Dr Battafarano. Well, it varied partly because of the time sequence. If a person had a mediastinoscopy performed previously, then unless there were target lymph nodes or something, then a mediastinoscopy was not routinely done. In the first group of patients, a mediastinoscopy was performed in all 69 patients before their first resection. Again, there might have been persons in the series who had a large target lesion and not in the series of 69 but during the process of following our patients. If they had a target lesion on CT or other imaging, we will perform repeat mediastinoscopy.
Dr Swanson. How many had a repeat mediastinoscopy?
Dr Battafarano. I think it was only 15.
Dr Swanson. And if mediastinal sampling is important the first time around and you performed it for all patients, is it not equally important the second time around, and should you not do some evaluation, endoscopic ultrasonography with fine-needle aspiration, or thoracoscopic sampling to get at that same information?

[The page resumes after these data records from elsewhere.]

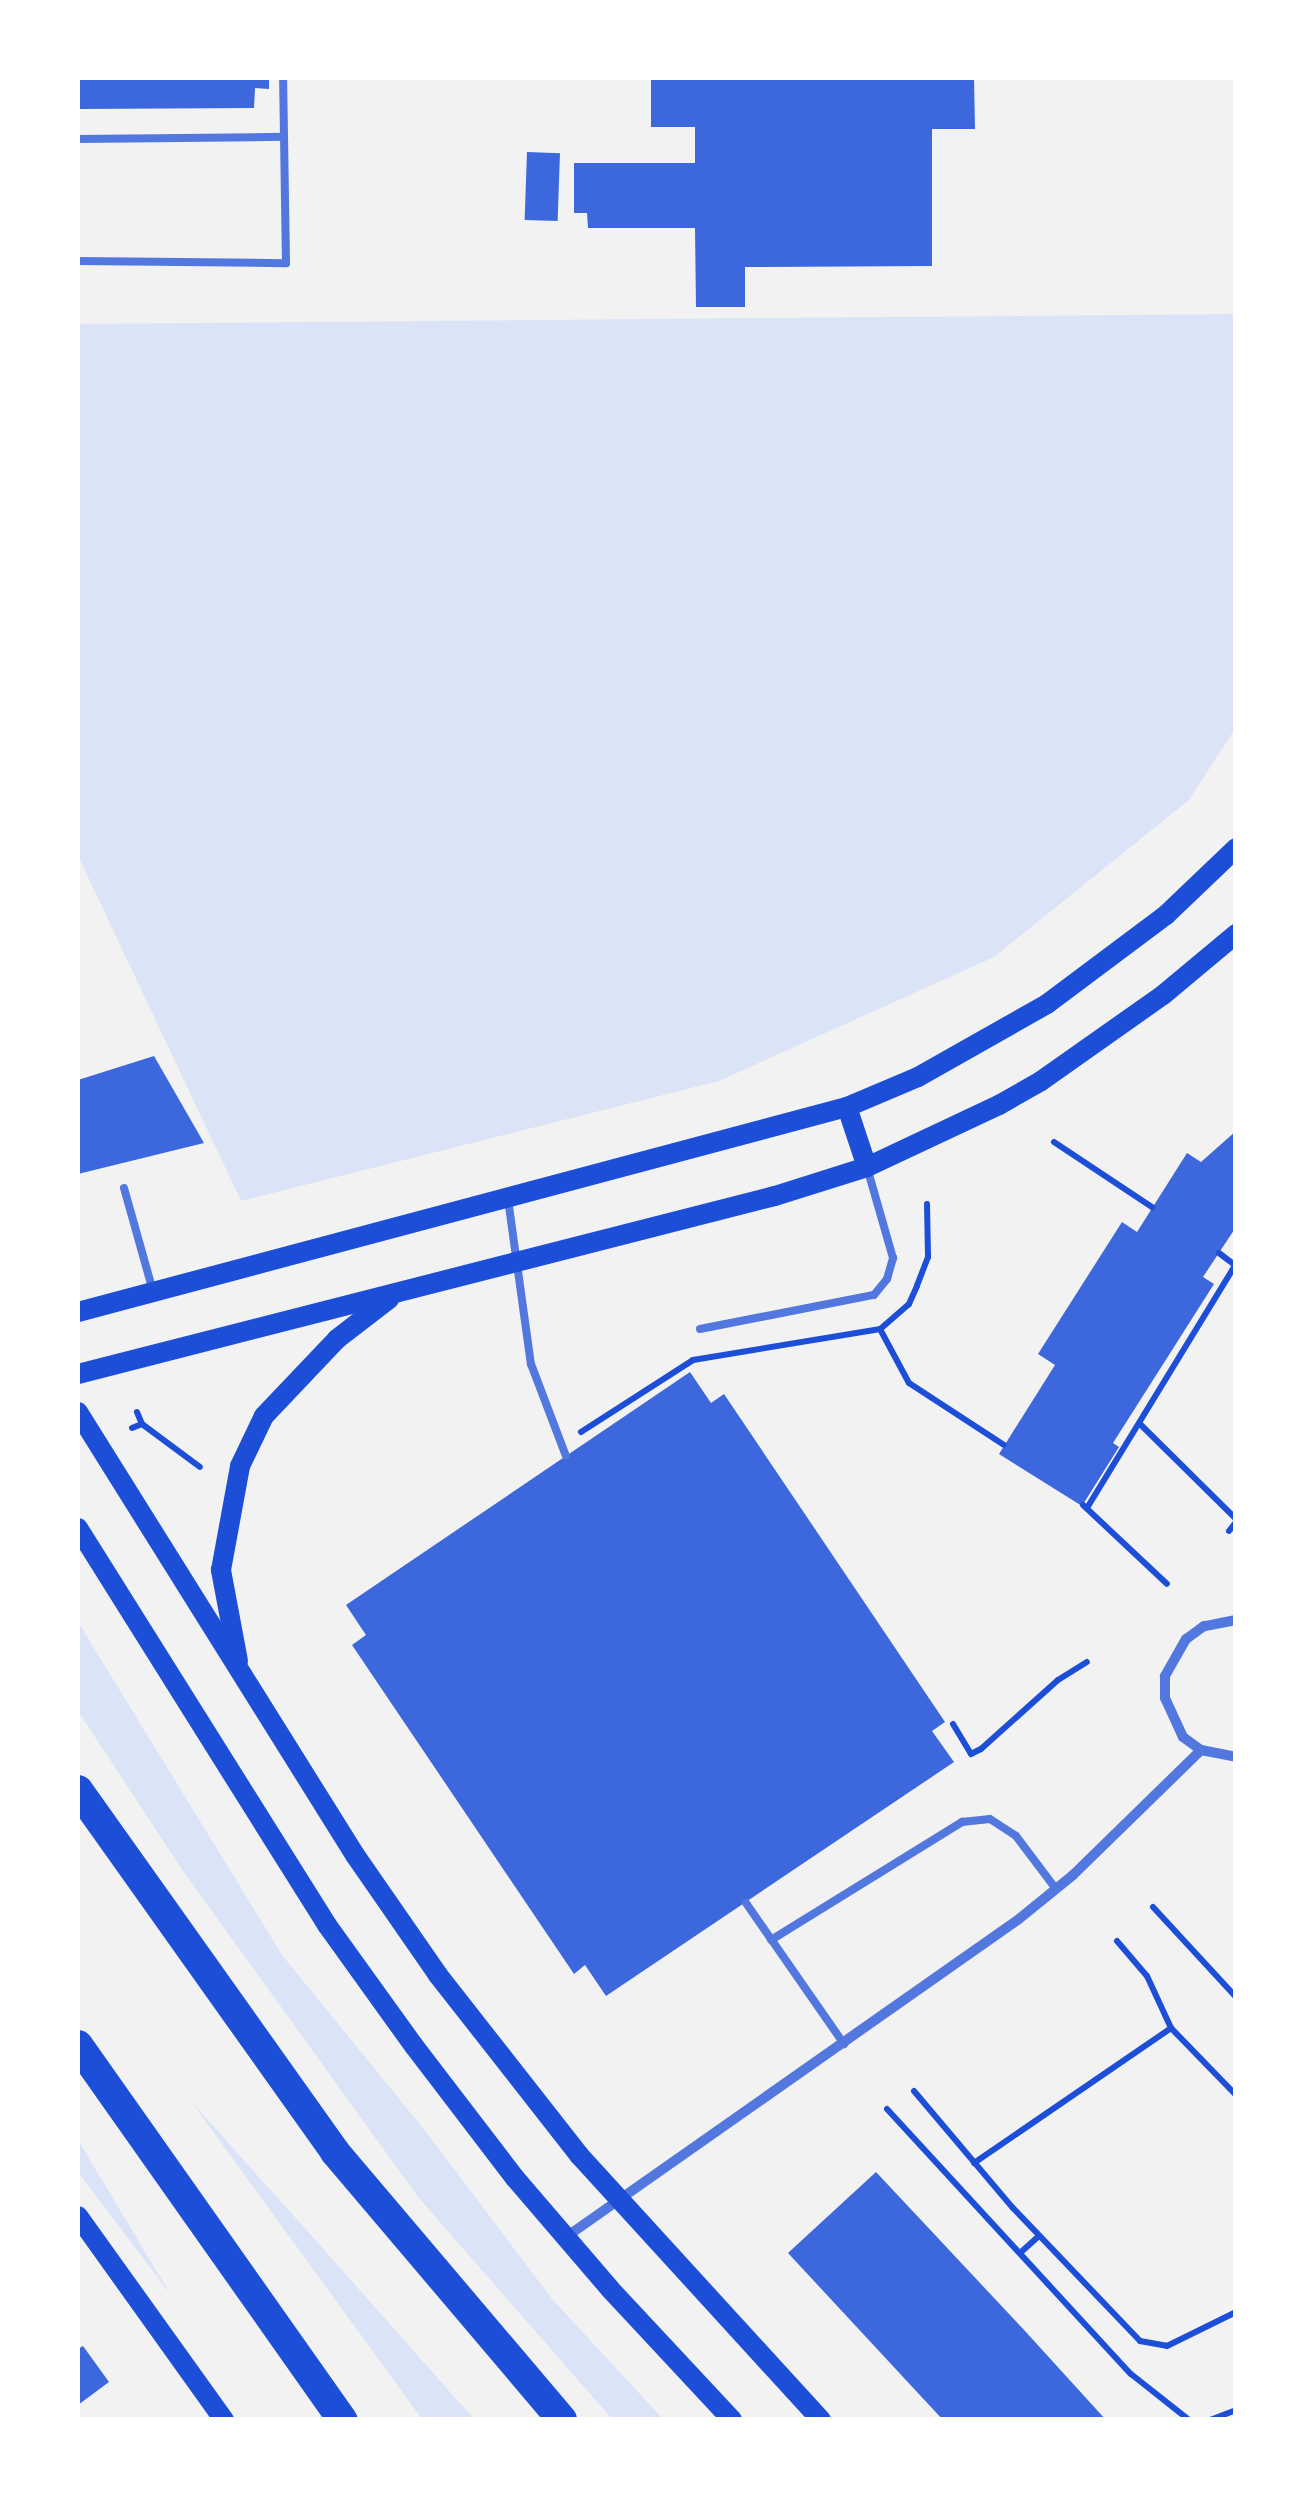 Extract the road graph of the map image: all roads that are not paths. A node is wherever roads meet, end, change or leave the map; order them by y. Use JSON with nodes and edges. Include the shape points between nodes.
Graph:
{"nodes":[{"id":1,"x":283,"y":78,"type":"edge"},
{"id":2,"x":284,"y":137,"type":"junction"},
{"id":3,"x":78,"y":138,"type":"edge"},
{"id":4,"x":78,"y":261,"type":"edge"},
{"id":5,"x":1236,"y":848,"type":"edge"},
{"id":6,"x":1236,"y":934,"type":"edge"},
{"id":7,"x":848,"y":1107,"type":"junction"},
{"id":8,"x":866,"y":1167,"type":"junction"},
{"id":9,"x":124,"y":1188,"type":"dead end"},
{"id":10,"x":508,"y":1200,"type":"junction"},
{"id":11,"x":514,"y":1262,"type":"junction"},
{"id":12,"x":153,"y":1292,"type":"junction"},
{"id":13,"x":399,"y":1292,"type":"junction"},
{"id":14,"x":78,"y":1312,"type":"edge"},
{"id":15,"x":700,"y":1329,"type":"dead end"},
{"id":16,"x":78,"y":1374,"type":"edge"},
{"id":17,"x":78,"y":1412,"type":"edge"},
{"id":18,"x":566,"y":1456,"type":"dead end"},
{"id":19,"x":78,"y":1528,"type":"edge"},
{"id":20,"x":1236,"y":1620,"type":"edge"},
{"id":21,"x":240,"y":1672,"type":"junction"},
{"id":22,"x":1201,"y":1750,"type":"junction"},
{"id":23,"x":1236,"y":1756,"type":"edge"},
{"id":24,"x":78,"y":1790,"type":"edge"},
{"id":25,"x":1056,"y":1889,"type":"junction"},
{"id":26,"x":746,"y":1903,"type":"dead end"},
{"id":27,"x":772,"y":1940,"type":"junction"},
{"id":28,"x":844,"y":2044,"type":"junction"},
{"id":29,"x":78,"y":2045,"type":"edge"},
{"id":30,"x":618,"y":2200,"type":"junction"},
{"id":31,"x":78,"y":2216,"type":"edge"},
{"id":32,"x":566,"y":2237,"type":"junction"},
{"id":33,"x":224,"y":2420,"type":"edge"},
{"id":34,"x":343,"y":2420,"type":"edge"},
{"id":35,"x":562,"y":2420,"type":"edge"},
{"id":36,"x":732,"y":2420,"type":"edge"},
{"id":37,"x":821,"y":2420,"type":"edge"}],
"edges":[{"from":1,"to":2,"type":"lane"},
{"from":2,"to":3,"type":"lane"},
{"from":2,"to":4,"type":"lane","via":[[286,263]]},
{"from":5,"to":7,"type":"main road","via":[[1166,915],[1047,1004],[918,1077]]},
{"from":6,"to":8,"type":"main road","via":[[1164,996],[1041,1081]]},
{"from":7,"to":8,"type":"main road"},
{"from":7,"to":10,"type":"main road"},
{"from":8,"to":11,"type":"main road"},
{"from":8,"to":15,"type":"lane","via":[[893,1258],[874,1295]]},
{"from":9,"to":12,"type":"lane"},
{"from":10,"to":11,"type":"lane"},
{"from":10,"to":12,"type":"main road"},
{"from":11,"to":13,"type":"main road"},
{"from":11,"to":18,"type":"lane","via":[[531,1364]]},
{"from":12,"to":14,"type":"main road"},
{"from":13,"to":16,"type":"main road"},
{"from":13,"to":21,"type":"main road","via":[[337,1338],[264,1416],[240,1466],[221,1570]]},
{"from":17,"to":21,"type":"main road"},
{"from":19,"to":32,"type":"main road","via":[[326,1925]]},
{"from":20,"to":22,"type":"street","via":[[1204,1626],[1186,1638],[1166,1676],[1171,1718]]},
{"from":21,"to":30,"type":"main road","via":[[438,1975]]},
{"from":22,"to":23,"type":"street"},
{"from":22,"to":25,"type":"street"},
{"from":24,"to":35,"type":"highway","via":[[336,2152]]},
{"from":25,"to":27,"type":"lane","via":[[1016,1836],[990,1819],[962,1822]]},
{"from":25,"to":28,"type":"street"},
{"from":26,"to":27,"type":"lane"},
{"from":27,"to":28,"type":"lane"},
{"from":28,"to":30,"type":"street"},
{"from":29,"to":34,"type":"highway"},
{"from":30,"to":32,"type":"street"},
{"from":30,"to":37,"type":"main road"},
{"from":31,"to":33,"type":"main road"},
{"from":32,"to":36,"type":"main road"}]}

Dr Battafarano. Well, on the basis of the series there, and you can see it by the second resection, it was very much bent toward stage I lesions. What happened was that all those patients then had mediastinal lymph nodes biopsied at the time of the operation.
Dr Swanson. Through a thoracotomy?
Dr Battafarano. Exactly.
Dr Daniel L. Miller (Atlanta, Ga). Did you look to see whether there was any difference in how the patient presented for a second resection, if it was found on incidental screening within your follow-up clinic or if it was in regard to symptoms? I think that is very important because when we looked at our resection after pneumonectomy while at the Mayo Clinic, we found that it made a tremendous difference in survival if they presented with symptoms compared with when they are found incidentally on screening.
Dr Battafarano. The large majority of these patients were asymptomatic at the time of diagnosis. But again, being retrospective, I think now many more of our more recent patients are getting CTs, either by us in the follow-up clinic because of an abnormal chest X-ray film or they will come from an outside physician with a CT, possibly even performed for another reason if they have had another malignancy. But the large majority of these patients were asymptomatic.